BEGIN Source records
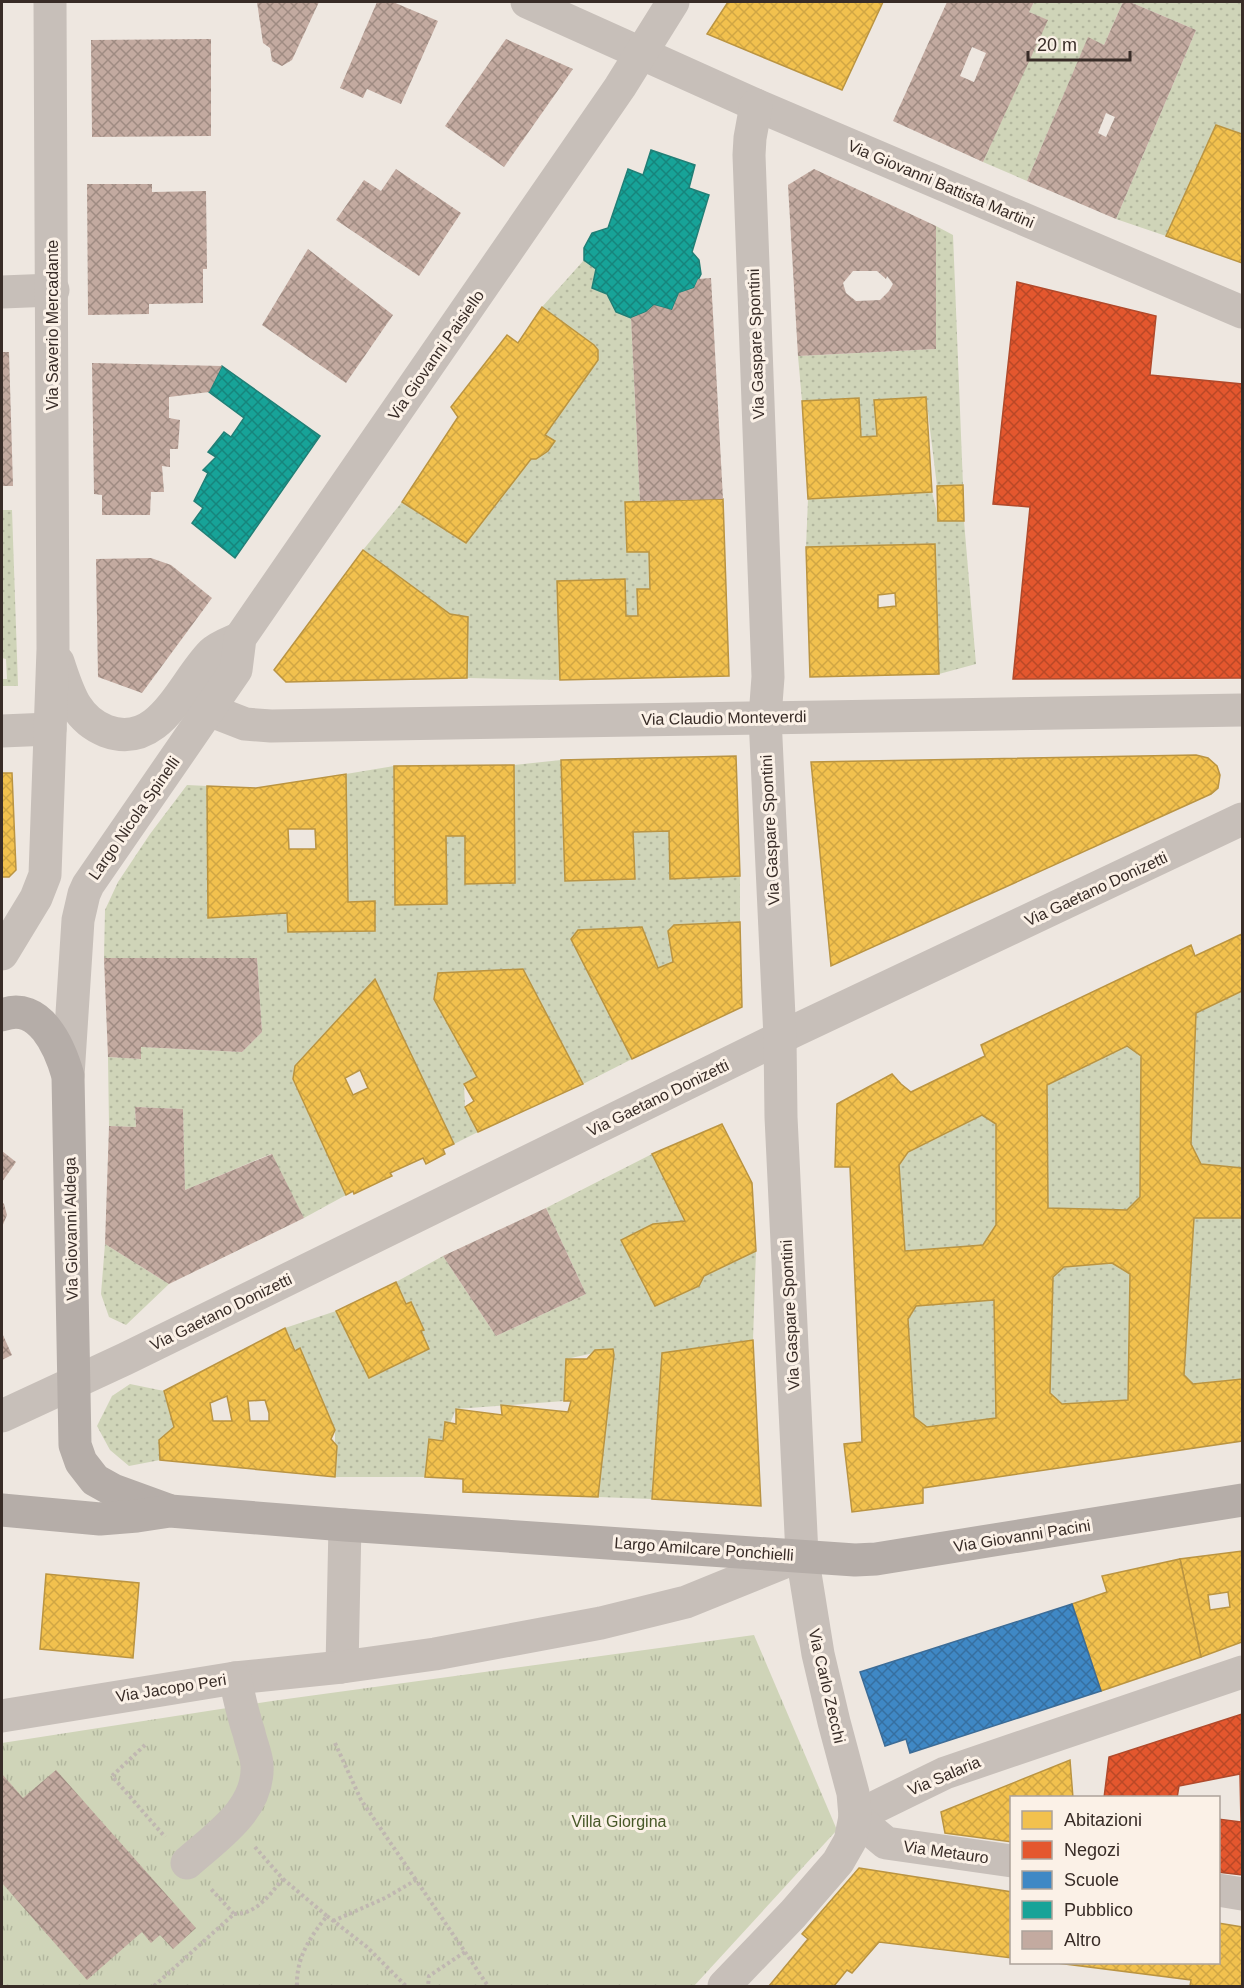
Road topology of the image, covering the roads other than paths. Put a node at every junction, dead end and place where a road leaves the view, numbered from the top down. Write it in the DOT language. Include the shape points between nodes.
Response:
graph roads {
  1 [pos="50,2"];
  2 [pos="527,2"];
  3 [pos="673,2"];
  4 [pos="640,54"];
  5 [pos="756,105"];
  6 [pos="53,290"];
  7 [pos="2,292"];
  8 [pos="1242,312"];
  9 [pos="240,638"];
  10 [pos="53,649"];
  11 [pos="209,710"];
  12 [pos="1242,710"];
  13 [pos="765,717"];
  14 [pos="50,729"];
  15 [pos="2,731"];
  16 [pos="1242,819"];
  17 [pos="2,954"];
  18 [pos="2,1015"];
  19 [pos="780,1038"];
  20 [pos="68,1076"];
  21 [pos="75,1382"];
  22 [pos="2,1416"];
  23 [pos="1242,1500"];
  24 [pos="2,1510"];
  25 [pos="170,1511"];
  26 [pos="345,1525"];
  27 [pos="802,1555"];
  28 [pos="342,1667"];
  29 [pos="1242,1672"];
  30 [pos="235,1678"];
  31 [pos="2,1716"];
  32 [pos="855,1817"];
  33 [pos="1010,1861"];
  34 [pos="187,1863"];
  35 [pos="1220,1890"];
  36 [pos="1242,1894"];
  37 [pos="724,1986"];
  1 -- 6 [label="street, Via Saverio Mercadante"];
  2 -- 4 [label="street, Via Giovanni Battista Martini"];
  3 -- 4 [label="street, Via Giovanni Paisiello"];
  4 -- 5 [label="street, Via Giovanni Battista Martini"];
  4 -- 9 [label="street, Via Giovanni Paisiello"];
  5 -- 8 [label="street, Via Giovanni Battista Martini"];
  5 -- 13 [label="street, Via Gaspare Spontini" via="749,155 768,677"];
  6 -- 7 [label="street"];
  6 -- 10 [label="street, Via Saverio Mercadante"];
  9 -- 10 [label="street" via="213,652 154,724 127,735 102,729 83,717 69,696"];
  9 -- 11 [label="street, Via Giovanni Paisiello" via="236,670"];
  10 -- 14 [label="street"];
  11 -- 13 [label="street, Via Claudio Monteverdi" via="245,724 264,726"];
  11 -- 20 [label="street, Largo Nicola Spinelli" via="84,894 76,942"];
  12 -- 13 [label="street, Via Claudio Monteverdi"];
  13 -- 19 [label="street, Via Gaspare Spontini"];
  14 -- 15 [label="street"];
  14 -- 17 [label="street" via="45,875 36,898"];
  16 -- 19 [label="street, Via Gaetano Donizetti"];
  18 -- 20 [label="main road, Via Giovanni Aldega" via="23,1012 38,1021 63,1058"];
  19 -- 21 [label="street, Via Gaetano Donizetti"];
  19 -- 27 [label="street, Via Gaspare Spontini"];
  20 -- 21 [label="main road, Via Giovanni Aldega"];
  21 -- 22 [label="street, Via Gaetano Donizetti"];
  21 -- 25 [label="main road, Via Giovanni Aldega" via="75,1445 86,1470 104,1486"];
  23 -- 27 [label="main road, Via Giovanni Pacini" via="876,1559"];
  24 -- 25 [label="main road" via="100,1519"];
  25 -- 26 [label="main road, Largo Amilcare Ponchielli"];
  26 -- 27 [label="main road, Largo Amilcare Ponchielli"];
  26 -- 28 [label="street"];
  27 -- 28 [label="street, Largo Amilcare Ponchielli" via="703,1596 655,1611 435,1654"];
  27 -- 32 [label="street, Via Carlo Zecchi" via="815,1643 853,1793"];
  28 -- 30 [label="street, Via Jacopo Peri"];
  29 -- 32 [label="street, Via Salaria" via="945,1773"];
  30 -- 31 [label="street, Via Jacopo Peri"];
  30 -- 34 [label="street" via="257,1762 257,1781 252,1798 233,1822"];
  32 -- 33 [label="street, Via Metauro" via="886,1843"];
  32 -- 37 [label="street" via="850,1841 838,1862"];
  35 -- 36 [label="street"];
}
END Source records
• **Your task**:
Make an exact copy of the listing above, omitting the pictures.

• **Task solution**:
Road topology of the image, covering the roads other than paths. Put a node at every junction, dead end and place where a road leaves the view, numbered from the top down. Write it in the DOT language. Include the shape points between nodes.
Response:
graph roads {
  1 [pos="50,2"];
  2 [pos="527,2"];
  3 [pos="673,2"];
  4 [pos="640,54"];
  5 [pos="756,105"];
  6 [pos="53,290"];
  7 [pos="2,292"];
  8 [pos="1242,312"];
  9 [pos="240,638"];
  10 [pos="53,649"];
  11 [pos="209,710"];
  12 [pos="1242,710"];
  13 [pos="765,717"];
  14 [pos="50,729"];
  15 [pos="2,731"];
  16 [pos="1242,819"];
  17 [pos="2,954"];
  18 [pos="2,1015"];
  19 [pos="780,1038"];
  20 [pos="68,1076"];
  21 [pos="75,1382"];
  22 [pos="2,1416"];
  23 [pos="1242,1500"];
  24 [pos="2,1510"];
  25 [pos="170,1511"];
  26 [pos="345,1525"];
  27 [pos="802,1555"];
  28 [pos="342,1667"];
  29 [pos="1242,1672"];
  30 [pos="235,1678"];
  31 [pos="2,1716"];
  32 [pos="855,1817"];
  33 [pos="1010,1861"];
  34 [pos="187,1863"];
  35 [pos="1220,1890"];
  36 [pos="1242,1894"];
  37 [pos="724,1986"];
  1 -- 6 [label="street, Via Saverio Mercadante"];
  2 -- 4 [label="street, Via Giovanni Battista Martini"];
  3 -- 4 [label="street, Via Giovanni Paisiello"];
  4 -- 5 [label="street, Via Giovanni Battista Martini"];
  4 -- 9 [label="street, Via Giovanni Paisiello"];
  5 -- 8 [label="street, Via Giovanni Battista Martini"];
  5 -- 13 [label="street, Via Gaspare Spontini" via="749,155 768,677"];
  6 -- 7 [label="street"];
  6 -- 10 [label="street, Via Saverio Mercadante"];
  9 -- 10 [label="street" via="213,652 154,724 127,735 102,729 83,717 69,696"];
  9 -- 11 [label="street, Via Giovanni Paisiello" via="236,670"];
  10 -- 14 [label="street"];
  11 -- 13 [label="street, Via Claudio Monteverdi" via="245,724 264,726"];
  11 -- 20 [label="street, Largo Nicola Spinelli" via="84,894 76,942"];
  12 -- 13 [label="street, Via Claudio Monteverdi"];
  13 -- 19 [label="street, Via Gaspare Spontini"];
  14 -- 15 [label="street"];
  14 -- 17 [label="street" via="45,875 36,898"];
  16 -- 19 [label="street, Via Gaetano Donizetti"];
  18 -- 20 [label="main road, Via Giovanni Aldega" via="23,1012 38,1021 63,1058"];
  19 -- 21 [label="street, Via Gaetano Donizetti"];
  19 -- 27 [label="street, Via Gaspare Spontini"];
  20 -- 21 [label="main road, Via Giovanni Aldega"];
  21 -- 22 [label="street, Via Gaetano Donizetti"];
  21 -- 25 [label="main road, Via Giovanni Aldega" via="75,1445 86,1470 104,1486"];
  23 -- 27 [label="main road, Via Giovanni Pacini" via="876,1559"];
  24 -- 25 [label="main road" via="100,1519"];
  25 -- 26 [label="main road, Largo Amilcare Ponchielli"];
  26 -- 27 [label="main road, Largo Amilcare Ponchielli"];
  26 -- 28 [label="street"];
  27 -- 28 [label="street, Largo Amilcare Ponchielli" via="703,1596 655,1611 435,1654"];
  27 -- 32 [label="street, Via Carlo Zecchi" via="815,1643 853,1793"];
  28 -- 30 [label="street, Via Jacopo Peri"];
  29 -- 32 [label="street, Via Salaria" via="945,1773"];
  30 -- 31 [label="street, Via Jacopo Peri"];
  30 -- 34 [label="street" via="257,1762 257,1781 252,1798 233,1822"];
  32 -- 33 [label="street, Via Metauro" via="886,1843"];
  32 -- 37 [label="street" via="850,1841 838,1862"];
  35 -- 36 [label="street"];
}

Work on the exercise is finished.